Abushariaa Ahmed: Sudan Series, 2019
About:
Abushariaa a graduate from Sudan University’s College of Fine & Applied Arts in 1990, left Sudan in the mid-90s and spent some years in Kenya. He later lived for a short period in Cologne, Germany before settling in Kampala, Uganda, in 2000, where he still lives and works as a fulltime artist.
Abushariaa’s style is influenced by the pioneers of Sudan’s contemporary art scene, including Ibrahim el Salahi and Rashid Diab. In the 1960s their Khartoum School was recognised as an emergent modernist movement, known for its Sudanawiyya style – a synthesis of Western influences and other traditions that captures Sudan’s diversity.
In the series “Sudan 06-19”, the artist depicts the role of women in the Sudan revolution which reached its peak around June 2019. Women like Alaa Salah who led powerful protest chants that helped fuel the revolution that ousted President Omar al-Bashir from 30 years of authoritarian rule came to symbolize the integral role women played on the front lines of the pro-democracy protests, where they often outnumbered men.
Speaking at United Nations Security Council meeting on women, peace and security in October 2019, Salah said “Women-led resistance committees and sit-ins, planned protest routes and disobeyed curfews, even in the midst of a declared state of emergency that left them vulnerable to security forces. Many were teargassed, threatened, assaulted and thrown in jail without any charge or due process. However, despite this visible role, despite their courage and their leadership, women have been side-lined in the formal political process in the months following the revolution.”
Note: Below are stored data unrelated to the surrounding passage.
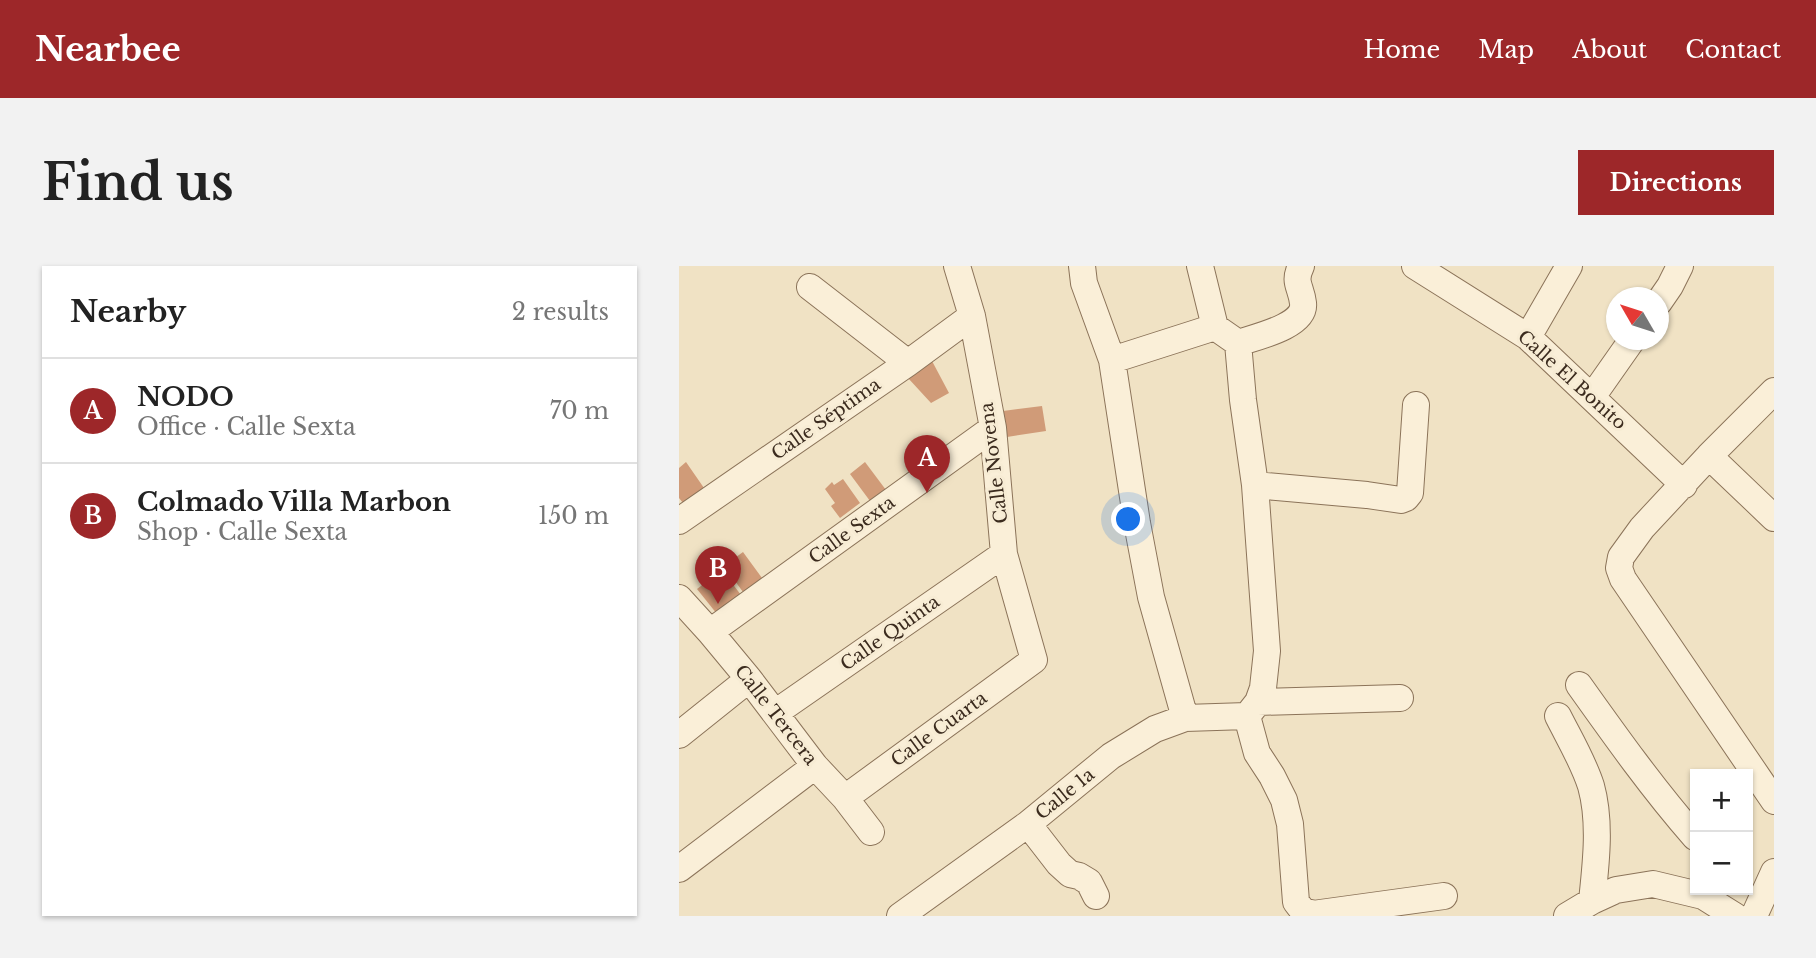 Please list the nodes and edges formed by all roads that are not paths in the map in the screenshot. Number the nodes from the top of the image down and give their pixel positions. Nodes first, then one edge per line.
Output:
1 (957, 266) edge
2 (1082, 266) edge
3 (1201, 266) edge
4 (1301, 266) edge
5 (1415, 266) edge
6 (1569, 266) edge
7 (1680, 266) edge
8 (1669, 287) edge
9 (810, 288) dead end
10 (972, 316) junction
11 (1215, 327) junction
12 (1528, 337) junction
13 (1238, 343) junction
14 (1625, 350) edge
15 (1112, 360) junction
16 (908, 363) junction
17 (1774, 391) edge
18 (1592, 397) junction
19 (1416, 405) dead end
20 (993, 428) junction
21 (1709, 456) junction
22 (1255, 485) junction
23 (1684, 485) junction
24 (1774, 518) edge
25 (679, 521) edge
26 (1004, 554) junction
27 (679, 598) edge
28 (710, 632) junction
29 (1034, 660) joint
30 (749, 679) junction
31 (1579, 685) dead end
32 (1400, 698) dead end
33 (1253, 709) junction
34 (775, 713) junction
35 (1558, 716) dead end
36 (1185, 718) junction
37 (679, 735) edge
38 (815, 766) junction
39 (845, 797) junction
40 (1774, 801) edge
41 (1028, 824) junction
42 (871, 832) dead end
43 (1691, 832) edge
44 (679, 869) edge
45 (1774, 872) edge
46 (1096, 896) dead end
47 (1444, 896) dead end
48 (1754, 903) edge
49 (1603, 908) edge
50 (915, 912) edge
51 (1567, 916) edge
52 (1735, 916) edge

1 - 10 street, Calle Novena
2 - 15 street
3 - 11 street
4 - 13 street
5 - 12 street, Calle El Bonito
6 - 12 street
7 - 8 street
9 - 16 street
10 - 16 street, Calle Séptima
10 - 20 street, Calle Novena
11 - 13 street
11 - 15 street
12 - 18 street, Calle El Bonito
13 - 22 street
14 - 18 street
15 - 36 street
16 - 25 street, Calle Séptima
17 - 21 street
18 - 23 street, Calle El Bonito
19 - 22 street
20 - 26 street, Calle Novena
20 - 28 street, Calle Sexta
21 - 23 street
21 - 24 street
22 - 33 street
23 - 40 street
26 - 29 street, Calle Novena
26 - 34 street, Calle Quinta
27 - 28 street, Calle Tercera
28 - 30 street, Calle Tercera
29 - 39 street, Calle Cuarta
30 - 34 street, Calle Tercera
30 - 37 street
31 - 43 street
32 - 33 street, Calle 1a
33 - 36 street, Calle 1a
33 - 47 street
34 - 38 street, Calle Tercera
35 - 49 street
36 - 41 street, Calle 1a
38 - 39 street, Calle Tercera
38 - 44 street
39 - 42 street, Calle Tercera
41 - 46 street
41 - 50 street, Calle 1a
45 - 48 street
49 - 51 street
49 - 52 street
Abushariaa feels the need to share some of these scenarios using his distinctive ink drawings rich with ornamental and patterned symbols of his Nubian culture and occasional Arabic calligraphy.
Abushariaa has exhibited extensively in East Africa and in Canada, the US, Germany, Denmark, Monaco and the UK. His artwork is held in many private and public collections all over the world – in the African Museum of Art in Seoul, South Korea, and in the collection of the World Bank in Washington DC, the USA amongst others.